PFA (perfluoroalkoxy) has great potential compared to other materials due to its excellent chemical resistance, which makes it suitable for use in aggressive environments. Moreover, PFA exhibits a higher resistance to partial discharges compared to common materials such as PEEK or PAI. Partial discharge is the main cause of wire insulation failure, which leads to the failure of the entire electric motor. Resistance to partial discharges is a crucial parameter to consider when designing high-voltage motors. Thus, PFA-coated wires have the potential to become a universal stator winding base for high-performance electric motors.

However, the widespread use of PFA in magnet wire manufacture is limited by the difficulty of applying it to the wire due to its extremely poor adhesion to the copper surface. In order to overcome this challenge, Tre Tau Engineering developed the patented "DryCycle® technology" (patent EP 3518255B1), which allows most extrusion polymer grades to be applied to wires without the use of solvents, primers, or other copper processing. The DryCycle® process requires minimal polymer application and offers fast application times, making it both economical and environmentally friendly.

This article presents the main properties of the resulting PFA wire, thus showing the wide range of possibilities and advantages of using this polymer in electric motor stators. The PFA coating was applied using the commercially available polymer Daikin AP-201. The tests were conducted in accordance with international standards IEC 60851-3, IEC 60851-5, and IEC 61934.

In order to fully characterize all the properties of the wire, standard tests for magnetic wire were selected: adhesion, elongation, springback, BDV and PDIV tests. One of the non-standard test methods we used was to make hairpins and compare their electrical properties with those of the unformed samples.
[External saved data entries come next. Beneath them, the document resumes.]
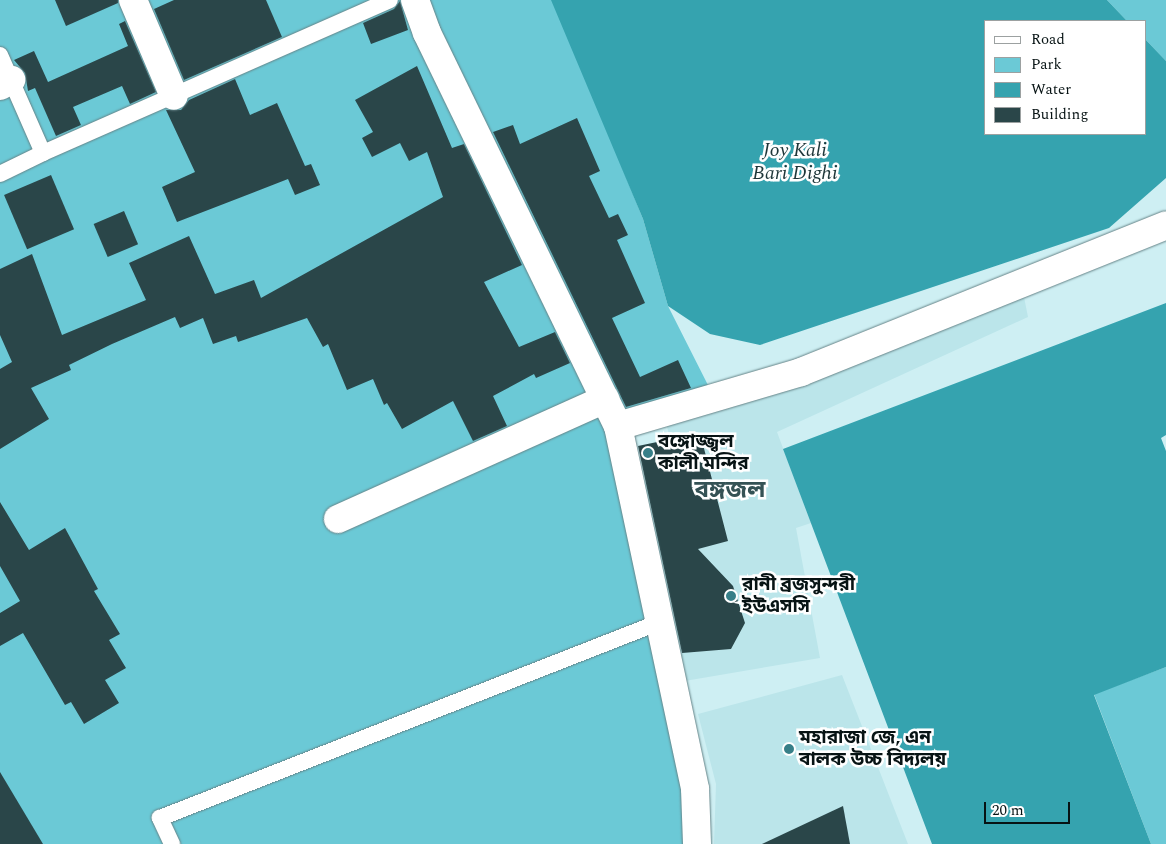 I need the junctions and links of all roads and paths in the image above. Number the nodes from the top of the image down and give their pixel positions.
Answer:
1 (133, 0) edge
2 (390, 0) edge
3 (415, 0) edge
4 (0, 55) edge
5 (6, 83) edge
6 (174, 96) junction
7 (43, 153) junction
8 (0, 174) edge
9 (1166, 226) edge
10 (604, 399) junction
11 (618, 426) junction
12 (338, 519) dead end
13 (660, 622) junction
14 (172, 844) edge
15 (697, 844) edge

1 - 6 street
2 - 6 lane
3 - 10 street
4 - 5 lane
5 - 7 lane
6 - 7 lane
7 - 8 lane
9 - 11 street
10 - 11 street
10 - 12 street
11 - 13 street
13 - 14 lane
13 - 15 street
These characteristics were chosen to provide a comprehensive evaluation of the properties of the wire.

+ Adhesion: the ability of the wire to bend and stretch is a function of this factor. This is the major weakness of most fluoropolymer coatings. Tre Tau Engineering has been able to achieve strong adhesion without the need for additional primers or other fixing compounds.
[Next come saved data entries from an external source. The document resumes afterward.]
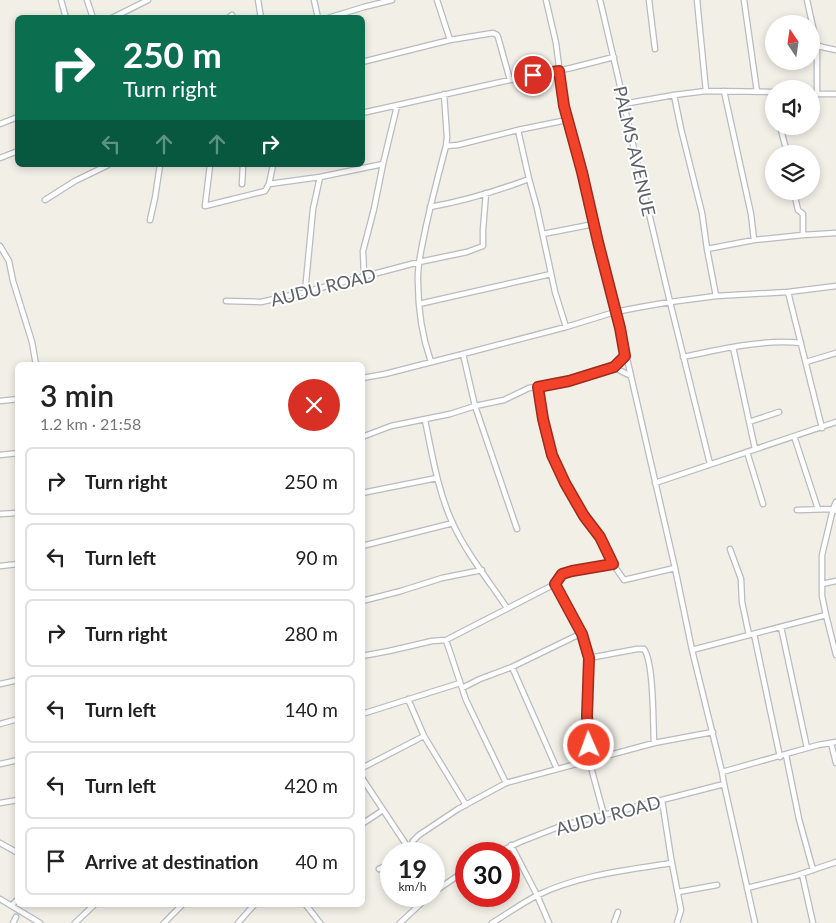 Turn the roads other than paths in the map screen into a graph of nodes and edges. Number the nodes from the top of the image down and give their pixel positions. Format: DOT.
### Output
graph roads {
  1 [pos="62,0"];
  2 [pos="87,0"];
  3 [pos="148,0"];
  4 [pos="258,0"];
  5 [pos="314,0"];
  6 [pos="392,0"];
  7 [pos="437,0"];
  8 [pos="546,0"];
  9 [pos="600,0"];
  10 [pos="649,0"];
  11 [pos="697,0"];
  12 [pos="744,0"];
  13 [pos="807,0"];
  14 [pos="65,15"];
  15 [pos="92,15"];
  16 [pos="118,15"];
  17 [pos="260,15"];
  18 [pos="317,15"];
  19 [pos="338,15"];
  20 [pos="810,15"];
  21 [pos="450,40"];
  22 [pos="820,47"];
  23 [pos="656,49"];
  24 [pos="836,50"];
  25 [pos="614,57"];
  26 [pos="365,61"];
  27 [pos="559,71"];
  28 [pos="510,80"];
  29 [pos="706,91"];
  30 [pos="724,91"];
  31 [pos="757,92"];
  32 [pos="765,92"];
  33 [pos="444,94"];
  34 [pos="820,94"];
  35 [pos="836,94"];
  36 [pos="674,95"];
  37 [pos="624,104"];
  38 [pos="397,106"];
  39 [pos="365,112"];
  40 [pos="15,117"];
  41 [pos="567,120"];
  42 [pos="0,124"];
  43 [pos="518,130"];
  44 [pos="782,135"];
  45 [pos="785,145"];
  46 [pos="446,146"];
  47 [pos="15,152"];
  48 [pos="0,158"];
  49 [pos="383,164"];
  50 [pos="104,167"];
  51 [pos="160,167"];
  52 [pos="210,167"];
  53 [pos="243,167"];
  54 [pos="273,167"];
  55 [pos="320,177"];
  56 [pos="529,179"];
  57 [pos="242,184"];
  58 [pos="269,184"];
  59 [pos="486,193"];
  60 [pos="45,200"];
  61 [pos="796,200"];
  62 [pos="430,207"];
  63 [pos="150,220"];
  64 [pos="594,224"];
  65 [pos="836,233"];
  66 [pos="543,234"];
  67 [pos="803,235"];
  68 [pos="754,240"];
  69 [pos="0,246"];
  70 [pos="707,249"];
  71 [pos="419,262"];
  72 [pos="551,274"];
  73 [pos="364,276"];
  74 [pos="836,286"];
  75 [pos="305,292"];
  76 [pos="788,292"];
  77 [pos="716,296"];
  78 [pos="226,301"];
  79 [pos="670,302"];
  80 [pos="419,304"];
  81 [pos="615,312"];
  82 [pos="566,327"];
  83 [pos="801,343"];
  84 [pos="733,347"];
  85 [pos="463,354"];
  86 [pos="836,354"];
  87 [pos="625,356"];
  88 [pos="683,357"];
  89 [pos="35,362"];
  90 [pos="431,362"];
  91 [pos="806,362"];
  92 [pos="614,367"];
  93 [pos="631,376"];
  94 [pos="365,377"];
  95 [pos="538,387"];
  96 [pos="15,399"];
  97 [pos="0,401"];
  98 [pos="475,406"];
  99 [pos="779,412"];
  100 [pos="425,420"];
  101 [pos="749,422"];
  102 [pos="836,422"];
  103 [pos="822,428"];
  104 [pos="365,436"];
  105 [pos="794,436"];
  106 [pos="755,449"];
  107 [pos="747,452"];
  108 [pos="15,453"];
  109 [pos="0,454"];
  110 [pos="710,464"];
  111 [pos="437,478"];
  112 [pos="656,483"];
  113 [pos="365,492"];
  114 [pos="836,502"];
  115 [pos="763,504"];
  116 [pos="818,509"];
  117 [pos="797,510"];
  118 [pos="834,510"];
  119 [pos="15,513"];
  120 [pos="0,514"];
  121 [pos="453,523"];
  122 [pos="517,529"];
  123 [pos="365,545"];
  124 [pos="730,549"];
  125 [pos="15,564"];
  126 [pos="613,564"];
  127 [pos="0,566"];
  128 [pos="675,568"];
  129 [pos="482,570"];
  130 [pos="836,581"];
  131 [pos="555,584"];
  132 [pos="822,584"];
  133 [pos="365,600"];
  134 [pos="507,608"];
  135 [pos="826,615"];
  136 [pos="781,627"];
  137 [pos="582,634"];
  138 [pos="751,634"];
  139 [pos="834,635"];
  140 [pos="446,640"];
  141 [pos="692,650"];
  142 [pos="365,655"];
  143 [pos="836,655"];
  144 [pos="589,658"];
  145 [pos="512,667"];
  146 [pos="15,681"];
  147 [pos="0,684"];
  148 [pos="461,686"];
  149 [pos="408,699"];
  150 [pos="365,713"];
  151 [pos="15,720"];
  152 [pos="0,724"];
  153 [pos="713,732"];
  154 [pos="424,736"];
  155 [pos="833,742"];
  156 [pos="654,744"];
  157 [pos="807,748"];
  158 [pos="786,755"];
  159 [pos="780,757"];
  160 [pos="589,760"];
  161 [pos="15,761"];
  162 [pos="836,763"];
  163 [pos="0,764"];
  164 [pos="365,766"];
  165 [pos="557,769"];
  166 [pos="722,772"];
  167 [pos="365,783"];
  168 [pos="506,783"];
  169 [pos="724,784"];
  170 [pos="662,800"];
  171 [pos="15,801"];
  172 [pos="0,804"];
  173 [pos="466,805"];
  174 [pos="383,810"];
  175 [pos="604,815"];
  176 [pos="365,822"];
  177 [pos="403,842"];
  178 [pos="413,842"];
  179 [pos="520,842"];
  180 [pos="0,843"];
  181 [pos="15,852"];
  182 [pos="836,862"];
  183 [pos="520,863"];
  184 [pos="672,863"];
  185 [pos="813,870"];
  186 [pos="802,874"];
  187 [pos="717,884"];
  188 [pos="747,888"];
  189 [pos="678,892"];
  190 [pos="538,896"];
  191 [pos="0,899"];
  192 [pos="15,902"];
  193 [pos="12,906"];
  194 [pos="92,907"];
  195 [pos="180,907"];
  196 [pos="252,907"];
  197 [pos="308,907"];
  198 [pos="417,907"];
  199 [pos="618,912"];
  200 [pos="16,917"];
  201 [pos="13,923"];
  202 [pos="40,923"];
  203 [pos="75,923"];
  204 [pos="164,923"];
  205 [pos="238,923"];
  206 [pos="320,923"];
  207 [pos="400,923"];
  208 [pos="492,923"];
  209 [pos="549,923"];
  210 [pos="614,923"];
  211 [pos="677,923"];
  212 [pos="755,923"];
  213 [pos="813,923"];
  1 -- 14 [label="street"];
  2 -- 15 [label="street"];
  3 -- 16 [label="street"];
  4 -- 17 [label="street"];
  5 -- 18 [label="street"];
  6 -- 19 [label="street"];
  7 -- 21 [label="street"];
  8 -- 27 [label="street"];
  9 -- 25 [label="street, PALMS AVENUE"];
  10 -- 23 [label="street"];
  11 -- 29 [label="street"];
  12 -- 31 [label="street"];
  13 -- 20 [label="street"];
  21 -- 26 [label="street"];
  21 -- 28 [label="street"];
  22 -- 24 [label="street"];
  25 -- 27 [label="street"];
  25 -- 37 [label="street, PALMS AVENUE"];
  27 -- 28 [label="street"];
  27 -- 41 [label="street"];
  28 -- 33 [label="street"];
  29 -- 30 [label="street"];
  29 -- 36 [label="street"];
  30 -- 31 [label="street"];
  30 -- 68 [label="street"];
  31 -- 32 [label="street"];
  33 -- 38 [label="street"];
  33 -- 46 [label="street"];
  34 -- 35 [label="street"];
  36 -- 37 [label="street"];
  36 -- 70 [label="street"];
  37 -- 79 [label="street, PALMS AVENUE"];
  38 -- 39 [label="street"];
  38 -- 49 [label="street"];
  40 -- 42 [label="street"];
  41 -- 43 [label="street"];
  41 -- 64 [label="street"];
  43 -- 46 [label="street"];
  43 -- 56 [label="street"];
  44 -- 45 [label="street"];
  46 -- 62 [label="street"];
  47 -- 48 [label="street"];
  49 -- 55 [label="street"];
  49 -- 73 [label="street"];
  50 -- 60 [label="street"];
  51 -- 63 [label="street"];
  52 -- 58 [label="street"];
  53 -- 57 [label="street"];
  54 -- 58 [label="street"];
  55 -- 58 [label="street"];
  55 -- 75 [label="street"];
  56 -- 59 [label="street"];
  56 -- 66 [label="street"];
  59 -- 62 [label="street"];
  59 -- 71 [label="street, AUDU ROAD"];
  61 -- 67 [label="street"];
  62 -- 71 [label="street"];
  64 -- 66 [label="street"];
  64 -- 81 [label="street"];
  65 -- 67 [label="street"];
  66 -- 72 [label="street"];
  67 -- 68 [label="street"];
  68 -- 70 [label="street"];
  69 -- 89 [label="street"];
  70 -- 77 [label="street"];
  71 -- 73 [label="street, AUDU ROAD"];
  71 -- 80 [label="street"];
  72 -- 80 [label="street"];
  72 -- 82 [label="street"];
  73 -- 75 [label="street, AUDU ROAD"];
  74 -- 76 [label="street"];
  75 -- 78 [label="street, AUDU ROAD"];
  76 -- 77 [label="street"];
  76 -- 83 [label="street"];
  77 -- 79 [label="street"];
  79 -- 81 [label="street"];
  79 -- 88 [label="street, PALMS AVENUE"];
  80 -- 90 [label="street"];
  81 -- 82 [label="street"];
  81 -- 87 [label="street"];
  82 -- 85 [label="street"];
  83 -- 84 [label="street"];
  83 -- 91 [label="street"];
  84 -- 88 [label="street"];
  84 -- 101 [label="street"];
  85 -- 90 [label="street"];
  85 -- 98 [label="street"];
  86 -- 91 [label="street"];
  87 -- 92 [label="street"];
  87 -- 93 [label="street"];
  88 -- 110 [label="street, PALMS AVENUE"];
  90 -- 94 [label="street"];
  91 -- 103 [label="street"];
  92 -- 93 [label="street"];
  92 -- 95 [label="street"];
  93 -- 112 [label="street"];
  95 -- 98 [label="street"];
  95 -- 126 [label="street"];
  96 -- 97 [label="street"];
  98 -- 100 [label="street"];
  98 -- 122 [label="street"];
  99 -- 101 [label="street"];
  100 -- 104 [label="street"];
  100 -- 111 [label="street"];
  101 -- 106 [label="street"];
  102 -- 103 [label="street"];
  103 -- 105 [label="street"];
  105 -- 106 [label="street"];
  105 -- 116 [label="street"];
  106 -- 107 [label="street"];
  107 -- 110 [label="street"];
  107 -- 115 [label="street"];
  108 -- 109 [label="street"];
  110 -- 112 [label="street"];
  111 -- 113 [label="street"];
  111 -- 121 [label="street"];
  112 -- 128 [label="street"];
  114 -- 118 [label="street"];
  116 -- 117 [label="street"];
  116 -- 118 [label="street"];
  118 -- 132 [label="street"];
  119 -- 120 [label="street"];
  121 -- 123 [label="street"];
  121 -- 129 [label="street"];
  124 -- 138 [label="street"];
  125 -- 127 [label="street"];
  126 -- 128 [label="street"];
  126 -- 131 [label="street"];
  128 -- 141 [label="street"];
  129 -- 133 [label="street"];
  129 -- 134 [label="street"];
  130 -- 132 [label="street"];
  131 -- 134 [label="street"];
  131 -- 137 [label="street"];
  132 -- 135 [label="street"];
  134 -- 140 [label="street"];
  135 -- 136 [label="street"];
  135 -- 139 [label="street"];
  136 -- 138 [label="street"];
  136 -- 157 [label="street"];
  137 -- 144 [label="street"];
  137 -- 145 [label="street"];
  138 -- 141 [label="street"];
  138 -- 159 [label="street"];
  139 -- 143 [label="street"];
  140 -- 142 [label="street"];
  140 -- 148 [label="street"];
  141 -- 153 [label="street"];
  144 -- 156 [label="street"];
  144 -- 160 [label="street"];
  145 -- 148 [label="street"];
  145 -- 165 [label="street"];
  146 -- 147 [label="street"];
  148 -- 149 [label="street"];
  148 -- 168 [label="street"];
  149 -- 150 [label="street"];
  149 -- 154 [label="street"];
  151 -- 152 [label="street"];
  153 -- 156 [label="street"];
  153 -- 166 [label="street"];
  154 -- 164 [label="street"];
  154 -- 173 [label="street"];
  155 -- 157 [label="street"];
  155 -- 162 [label="street"];
  156 -- 160 [label="street"];
  157 -- 158 [label="street"];
  158 -- 159 [label="street"];
  158 -- 185 [label="street"];
  159 -- 166 [label="street"];
  160 -- 165 [label="street"];
  160 -- 175 [label="street"];
  161 -- 163 [label="street"];
  165 -- 168 [label="street"];
  166 -- 169 [label="street"];
  167 -- 174 [label="street"];
  168 -- 173 [label="street"];
  169 -- 170 [label="street, AUDU ROAD"];
  169 -- 188 [label="street"];
  170 -- 175 [label="street, AUDU ROAD"];
  170 -- 184 [label="street"];
  171 -- 172 [label="street"];
  173 -- 178 [label="street"];
  174 -- 176 [label="street"];
  174 -- 177 [label="street"];
  175 -- 179 [label="street, AUDU ROAD"];
  180 -- 181 [label="street"];
  182 -- 185 [label="street"];
  183 -- 190 [label="street"];
  184 -- 189 [label="street"];
  184 -- 190 [label="street"];
  185 -- 186 [label="street"];
  186 -- 188 [label="street"];
  186 -- 213 [label="street"];
  187 -- 189 [label="street"];
  188 -- 212 [label="street"];
  189 -- 211 [label="street"];
  190 -- 208 [label="street"];
  190 -- 209 [label="street"];
  191 -- 193 [label="street"];
  192 -- 193 [label="street"];
  193 -- 202 [label="street"];
  194 -- 203 [label="street"];
  195 -- 204 [label="street"];
  196 -- 205 [label="street"];
  197 -- 206 [label="street"];
  198 -- 207 [label="street"];
  199 -- 210 [label="street"];
  200 -- 201 [label="street"];
}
+ Elongation: this is a measure of the tensile strength and yield strength of the wire and the resistance of the insulation to this kind of stretching.

+ Springback: an important parameter to create hairpins, it indicates the deflection of the wire when it is bent.

+ BDV and PDIV: crucial parameters to determine the electrical properties of a wire. BDV indicates the maximum discharge that the wire can withstand, PDIV indicates the inception voltage of partial discharge. Another important parameter in this study is RPDIV (initial voltage of repeated partial discharge). PDIV and RPDIV can be used to simulate the actual operation of the electric motor by predicting the possible moment of stator failure.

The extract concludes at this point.